Mixed Messages? The Limits of Automated Social Media Content Analysis
; Proceedings of the 1st Conference on Fairness, Accountability and Transparency, PMLR 81:106-106, 2018.
Governments and companies are turning to automated tools to make sense of what people post on social media. Policymakers routinely call for social media companies to identify and take down hate speech, terrorist propaganda, harassment, “fake news” or disinformation. Other policy proposals have focused on mining social media to inform law enforcement and immigration decisions. But these proposals wrongly assume that automated technology can accomplish on a large scale the kind of nuanced analysis that humans can do on a small scale. Today’s tools for analyzing social media text have limited ability to parse the meaning of human communication or detect the intent of the speaker. A knowledge gap exists between data scientists studying natural language processing (NLP) and policymakers advocating for wide adoption of automated social media analysis and moderation.
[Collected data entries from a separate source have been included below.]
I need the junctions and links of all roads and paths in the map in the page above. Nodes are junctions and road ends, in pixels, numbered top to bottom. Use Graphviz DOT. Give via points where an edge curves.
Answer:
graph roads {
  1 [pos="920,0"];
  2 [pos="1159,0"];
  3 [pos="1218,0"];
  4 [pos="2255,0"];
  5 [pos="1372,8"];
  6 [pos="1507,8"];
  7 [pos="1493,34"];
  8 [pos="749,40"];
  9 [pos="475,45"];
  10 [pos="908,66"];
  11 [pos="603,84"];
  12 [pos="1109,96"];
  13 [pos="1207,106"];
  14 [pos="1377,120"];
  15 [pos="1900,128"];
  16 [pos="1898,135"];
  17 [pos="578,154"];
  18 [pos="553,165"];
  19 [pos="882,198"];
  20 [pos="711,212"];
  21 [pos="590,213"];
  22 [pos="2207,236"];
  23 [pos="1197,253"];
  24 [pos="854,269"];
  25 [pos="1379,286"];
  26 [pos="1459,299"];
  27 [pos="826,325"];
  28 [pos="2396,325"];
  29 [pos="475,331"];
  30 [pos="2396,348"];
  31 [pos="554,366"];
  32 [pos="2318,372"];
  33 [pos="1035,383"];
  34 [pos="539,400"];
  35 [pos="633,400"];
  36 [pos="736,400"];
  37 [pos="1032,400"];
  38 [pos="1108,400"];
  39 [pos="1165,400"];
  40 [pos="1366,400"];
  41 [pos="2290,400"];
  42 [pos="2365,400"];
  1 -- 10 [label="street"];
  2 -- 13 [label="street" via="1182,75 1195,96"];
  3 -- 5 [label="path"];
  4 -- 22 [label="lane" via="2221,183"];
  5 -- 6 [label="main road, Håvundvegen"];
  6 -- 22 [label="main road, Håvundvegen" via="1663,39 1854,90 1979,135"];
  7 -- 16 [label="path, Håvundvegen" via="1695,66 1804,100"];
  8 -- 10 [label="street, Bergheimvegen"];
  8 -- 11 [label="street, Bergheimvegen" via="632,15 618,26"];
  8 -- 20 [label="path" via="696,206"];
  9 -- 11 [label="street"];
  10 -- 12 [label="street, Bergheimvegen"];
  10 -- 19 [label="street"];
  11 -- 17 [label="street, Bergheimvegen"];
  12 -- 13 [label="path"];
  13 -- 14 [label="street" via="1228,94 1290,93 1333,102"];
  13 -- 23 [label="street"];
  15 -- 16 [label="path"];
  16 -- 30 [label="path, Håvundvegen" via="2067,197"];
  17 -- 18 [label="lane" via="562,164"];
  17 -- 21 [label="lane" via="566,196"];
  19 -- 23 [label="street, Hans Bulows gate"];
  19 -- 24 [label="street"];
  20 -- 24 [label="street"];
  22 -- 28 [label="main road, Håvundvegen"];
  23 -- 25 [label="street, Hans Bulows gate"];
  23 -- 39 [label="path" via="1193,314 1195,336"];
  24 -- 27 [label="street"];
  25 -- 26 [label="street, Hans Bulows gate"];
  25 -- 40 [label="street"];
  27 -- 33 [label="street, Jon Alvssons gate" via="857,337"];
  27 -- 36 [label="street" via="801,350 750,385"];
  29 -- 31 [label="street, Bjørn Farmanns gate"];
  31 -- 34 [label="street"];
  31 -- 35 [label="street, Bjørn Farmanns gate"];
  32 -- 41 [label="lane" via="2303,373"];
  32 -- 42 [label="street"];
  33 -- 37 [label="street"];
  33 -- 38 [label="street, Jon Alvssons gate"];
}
Policymakers must understand the capabilities and limits of NLP before endorsing or adopting automated content analysis tools, particularly for making decisions that affect fundamental rights or access to government benefits. Without proper safeguards, these tools can facilitate overbroad censorship and biased enforcement of laws or terms of service. This paper draws on existing research to explain the capabilities and limitations of text classifiers for social media posts and other online content. It is aimed at helping researchers and technical experts address the gaps in policymakers’ knowledge about what is possible with automated text analysis.